Most of you have never heard of the Corporate Transparency Act. That’s because it doesn’t go into effect until next year (2024). It’s a new law so the government can know more about you and your businesses.
In other words, big brother is getting bigger.
The government is requiring you to disclose more information about which businesses you own, and if you don’t, you will owe the government big time – i.e., crazy penalties!
I’m going to tell you what you need to know, so you keep your nose clean and not get in trouble with the government.
- What is the Corporate Transparency Act?
- What is a Reporting Company?
- Who is a Beneficial Owner?
- What am I reporting to the Government?
- When must I report by?
- What are the penalties for not filing?
What is the Corporate Transparency Act (CTA)?
The Corporate Transparency Act (CTA) was passed into law in 2021 which requires “reporting companies” (defined below) to submit information to FinCEN (Financial Crimes Enforcement Network) about who the beneficiary owners of the company are.
That may sound gibberish to you, so simply put – the government wants to create a database of all companies formed in the USA and who the owners are.
Congress says they created this law to stop shell companies from money laundering and tax fraud.
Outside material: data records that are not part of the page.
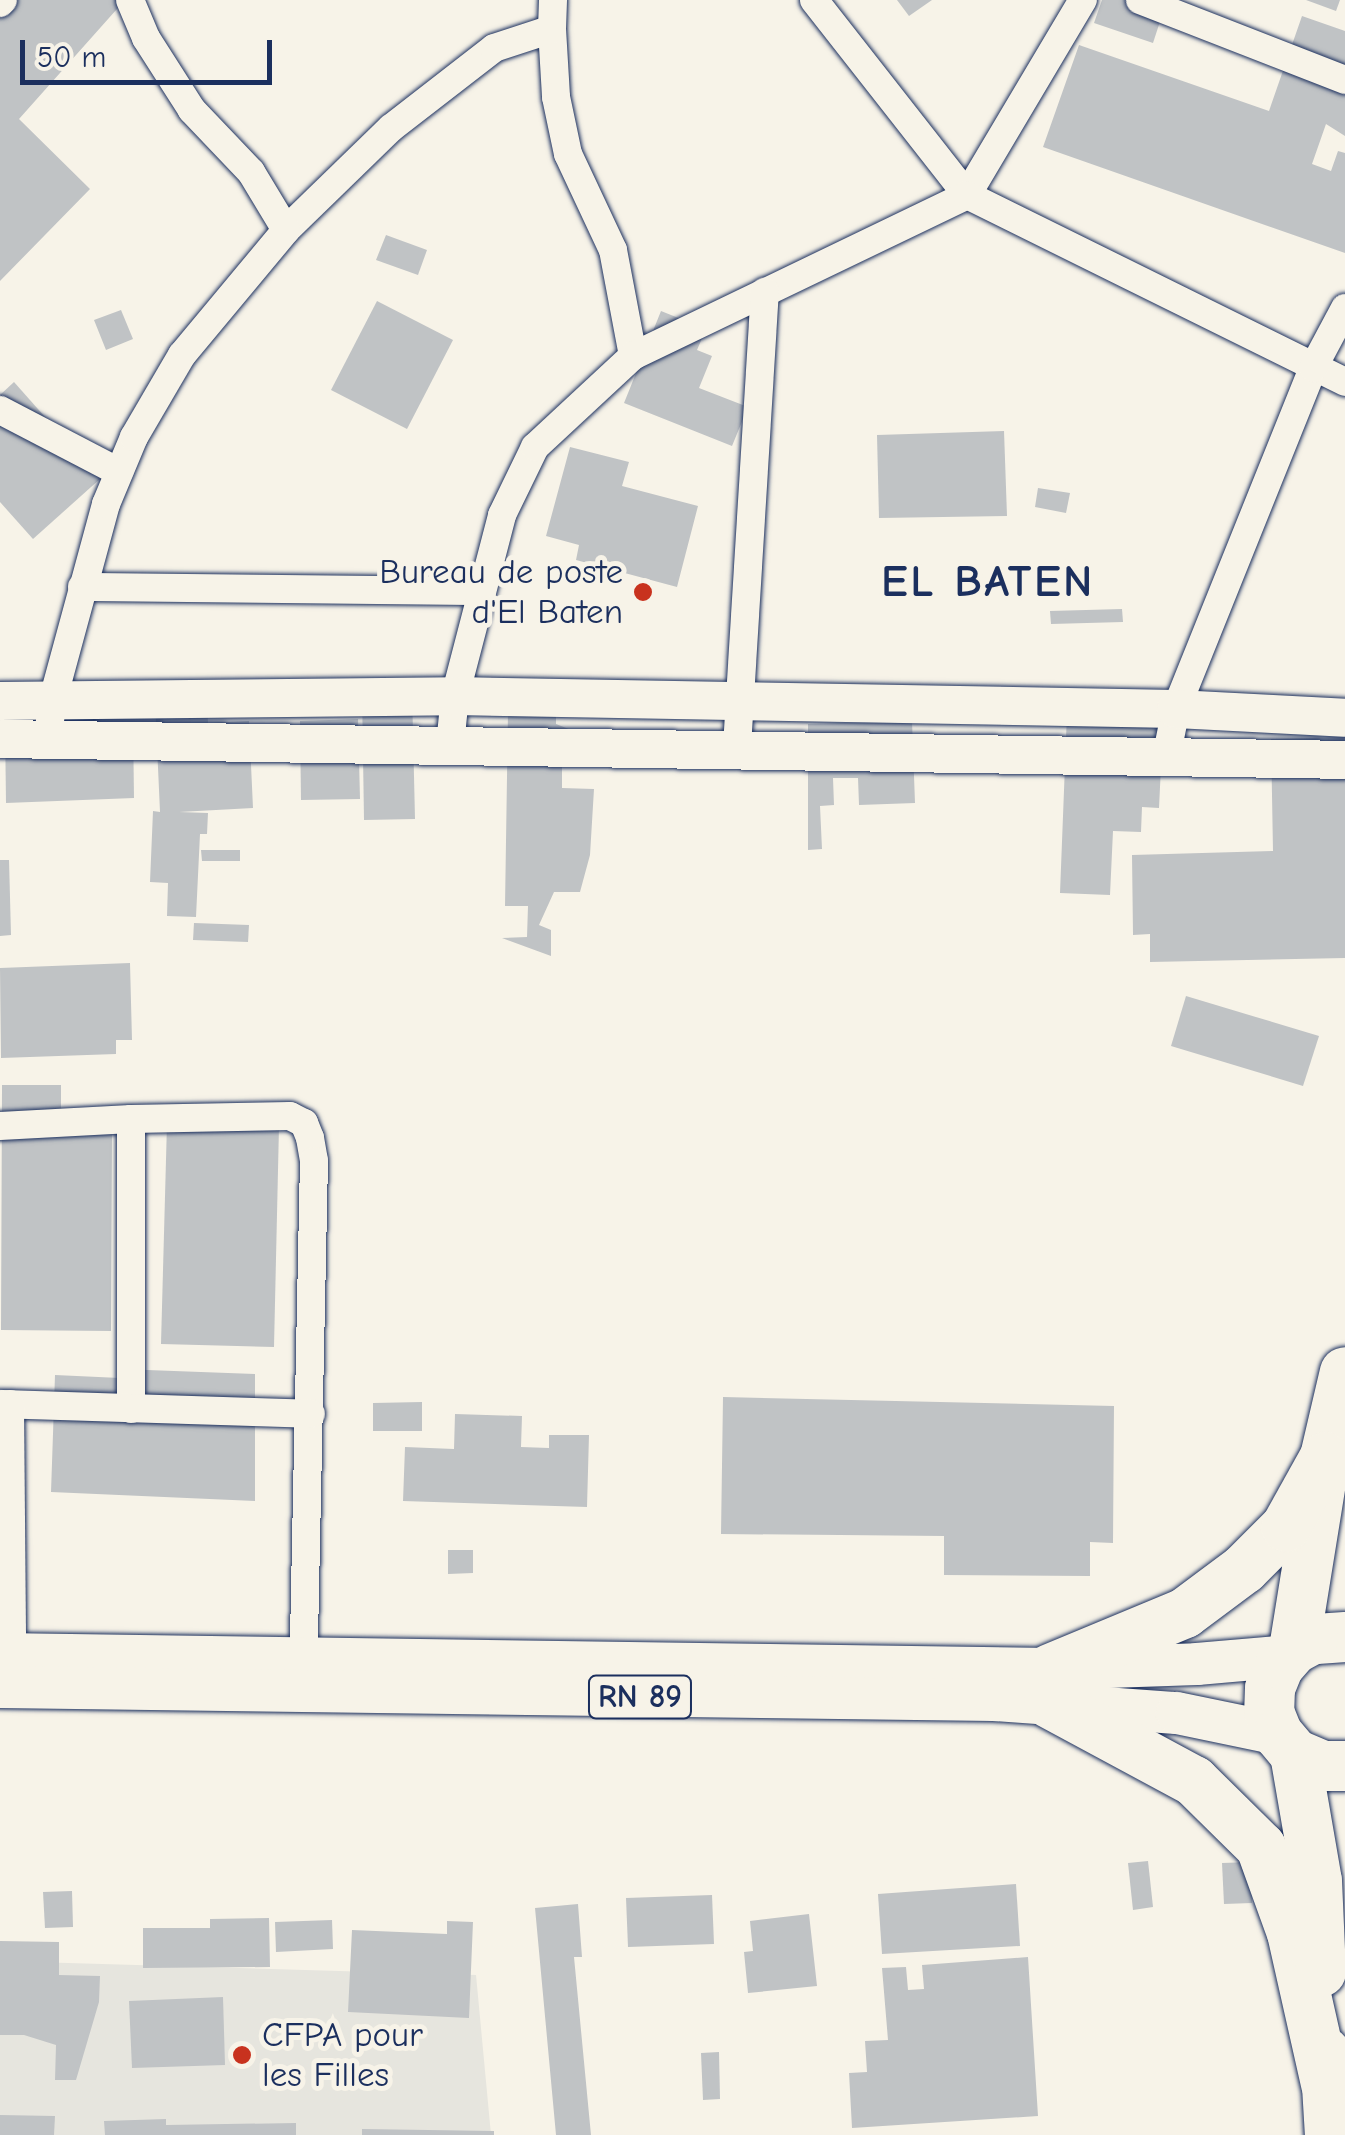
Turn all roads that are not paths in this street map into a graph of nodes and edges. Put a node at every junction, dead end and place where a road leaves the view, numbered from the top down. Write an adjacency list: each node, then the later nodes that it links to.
1 (130, 0): 9 (street)
2 (553, 0): 6 (street)
3 (814, 0): 8 (street)
4 (1083, 0): 8 (street)
5 (1140, 0): 7 (street)
6 (552, 30): 9 (street); 12 (street)
7 (1345, 80)
8 (966, 195): 10 (street); 13 (street)
9 (286, 230): 16 (street)
10 (765, 292): 12 (street); 21 (street)
11 (1345, 308): 13 (street)
12 (633, 356): 18 (street)
13 (1313, 368): 14 (street); 23 (street)
14 (1345, 382)
15 (0, 410): 16 (street)
16 (119, 472): 17 (street)
17 (82, 587): 18 (street); 20 (street)
18 (482, 590): 19 (street)
19 (455, 696): 20 (street); 21 (street); 27 (street)
20 (53, 699): 22 (street); 25 (street)
21 (741, 701): 23 (street); 28 (street)
22 (0, 702)
23 (1176, 709): 24 (street); 29 (street)
24 (1345, 718)
25 (48, 737): 26 (street); 27 (street)
26 (0, 739)
27 (450, 746): 28 (street)
28 (737, 748): 29 (street)
29 (1166, 758): 30 (street)
30 (1345, 760)
31 (131, 1119): 32 (street); 35 (street); 36 (street)
32 (0, 1126)
33 (1345, 1372): 37 (highway)
34 (5, 1404): 35 (street); 41 (street)
35 (131, 1409): 36 (street)
36 (311, 1414): 40 (street)
37 (1325, 1457): 39 (highway); 43 (highway)
38 (1345, 1637): 39 (highway)
39 (1291, 1652): 43 (main road); 44 (highway)
40 (304, 1655): 42 (main road); 43 (main road)
41 (4, 1665): 42 (main road)
42 (104, 1672): 43 (main road, RN 89)
43 (1049, 1686): 44 (main road, RN 89); 46 (highway)
44 (1286, 1744): 45 (highway); 46 (highway)
45 (1345, 1766)
46 (1326, 2084): 47 (highway)
47 (1330, 2135)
That may be true, but it’s also another way big-brother (and little-brother-municipalities) can access the information about you & your companies at any time regarding who owns what.
There are two important things you need to know to see if you’re subject to the CTA. They are Reporting Companies and Beneficial Owners.
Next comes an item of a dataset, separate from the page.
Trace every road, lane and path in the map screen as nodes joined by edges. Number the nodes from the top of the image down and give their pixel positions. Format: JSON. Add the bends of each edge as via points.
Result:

What is a Reporting Company?
A Reporting Company is a company that must file a report to FinCEN starting in 2024. The definition of a Reporting Company is very broad and includes the following entities:
- Single Member LLCs
- Foreign Corporations
- Limited Partnerships
- Limited Liability Partnerships
So, if you own any one of the entities listed above, you will probably need to report your company to FinCEN. However, there are a few exceptions.
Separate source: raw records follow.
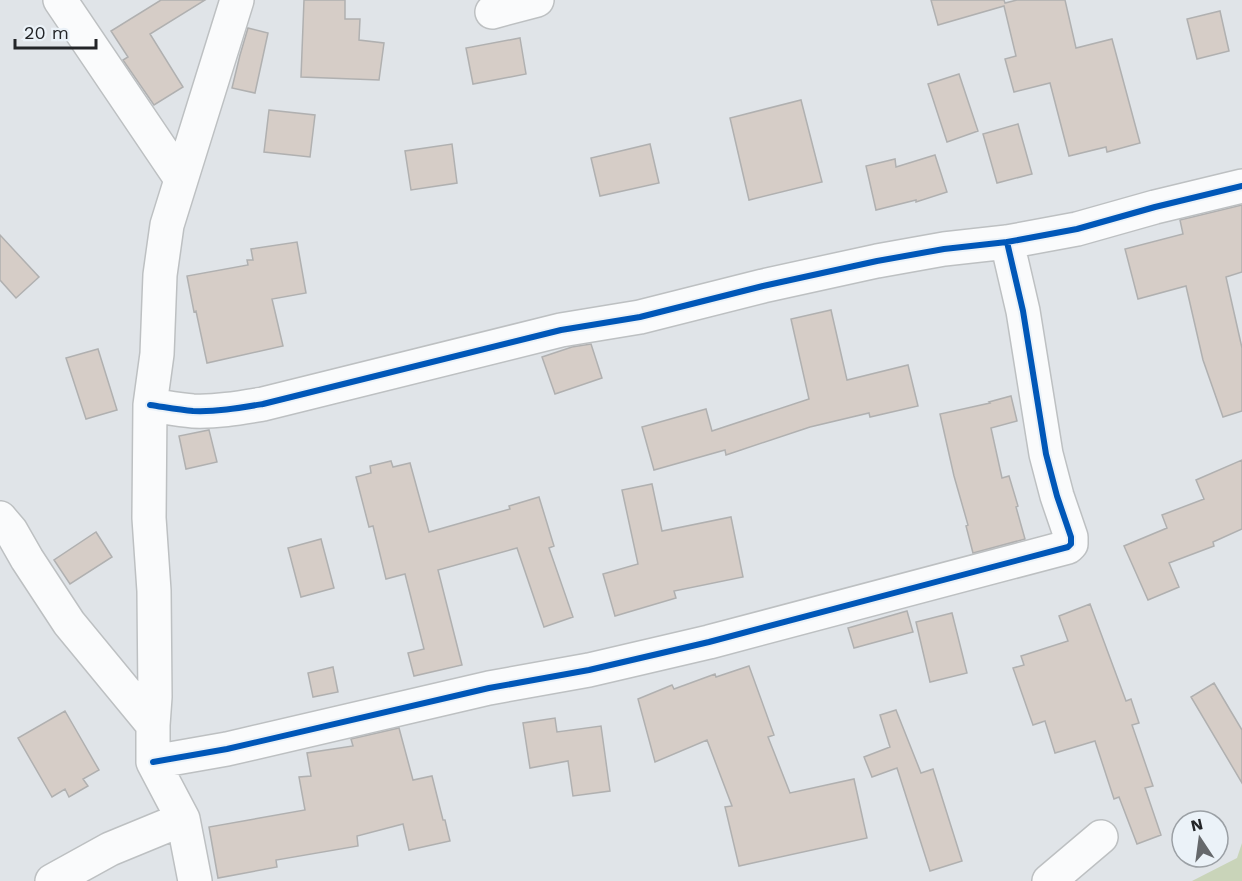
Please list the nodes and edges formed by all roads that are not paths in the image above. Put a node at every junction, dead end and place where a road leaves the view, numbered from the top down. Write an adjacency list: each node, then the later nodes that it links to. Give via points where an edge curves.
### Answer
1 (60, 0): 5 (street)
2 (237, 0): 5 (street)
3 (537, 0): 4 (street)
4 (492, 12)
5 (181, 179): 8 (street, via 167,225 160,275 157,354)
6 (1242, 186): 7 (street, via 1077,229)
7 (1007, 242): 8 (street, via 944,249 763,286 640,317 561,330 246,407 191,411); 11 (street, via 1023,311 1046,454 1071,537 1068,547 709,642)
8 (150, 405): 10 (street)
9 (0, 518): 10 (street, via 69,623)
10 (153, 725): 11 (street)
11 (153, 762): 12 (street)
12 (183, 819): 14 (street, via 110,849); 15 (street)
13 (1101, 837): 16 (street)
14 (52, 881)
15 (195, 881)
16 (1049, 881)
Companies that don’t need to report are:
- Sole Proprietorships – since they don’t file legal paperwork to become formed.
- General Partnerships (except in Delaware)
- Banks, investment funds, credit unions, insurance companies,
- Large Businesses*
- Publicly Traded Companies
- Publicly Traded Partnership
- 501(c)3 non-profit organizations
There are more exempt companies, but these are the most common ones.
*What is a Large Corporation that doesn’t need to Report?
Any company that has over 20 full-time employees, makes over $5 million a year, and has a physical presence in the U.S.A. (i.e. brick and mortar locations).
In other words, if you own a small business, you will need to file a report with FinCEN and tell them who the Beneficial Owners are.
Who is a Beneficial Owner?
The CTA defines a Beneficial Owner as:
- People that own or control 25% or more of a company
- People that exercise substantial control over a company, even if they own less than 25% of the company.
They didn’t define what substantial control is, so if you’re unsure, it’s safer to list that person as a Beneficial Owner.
What is Being Reporting to the Government?
You will need to report the name & address of company, the Beneficial Owner’s personal information, and information about the firm you are hiring to help you file the Report.
The Beneficial Owner’s Information that must be reported is:
- Legal Name
- Date of Birth
- Current residential address (no PO Boxes)
- Passport or Driver’s License number
- An Image of the Passport or Driver’s License you are submitting
When do I have to Report by?
That depends on if you created your company before or after 2024.
If you Created Your Company before 2024
You will have one year to file your reports to FinCEN (1/1/2024 thru 12/31/2024)
If you Created Your Company in 2024 or after
You will have 90 days after you created your company to file your report with FinCEN.
What Happens to Me if I Don’t Report?
Penalties, Penalties, Penalties!
Your penalties for not filing a report to FinCEN is $500 per day that it’s late, up to $10,000 maximum (per entity you don’t file.) They can also charge you with criminal negligence, if they can prove it’s intentional, which can lead to up to 2 years in prison. Yikes!
The CTA is bothersome, bureaucratic, and not without its hassles. It’s another law that places significant burdens on small business owners. As always, I’m here to inform you so you don’t get in trouble with the government and you’re one step ahead.
Note: I will be updating this article as more information from FinCEN is released about the CTA, how to file, and what you’ll need to know.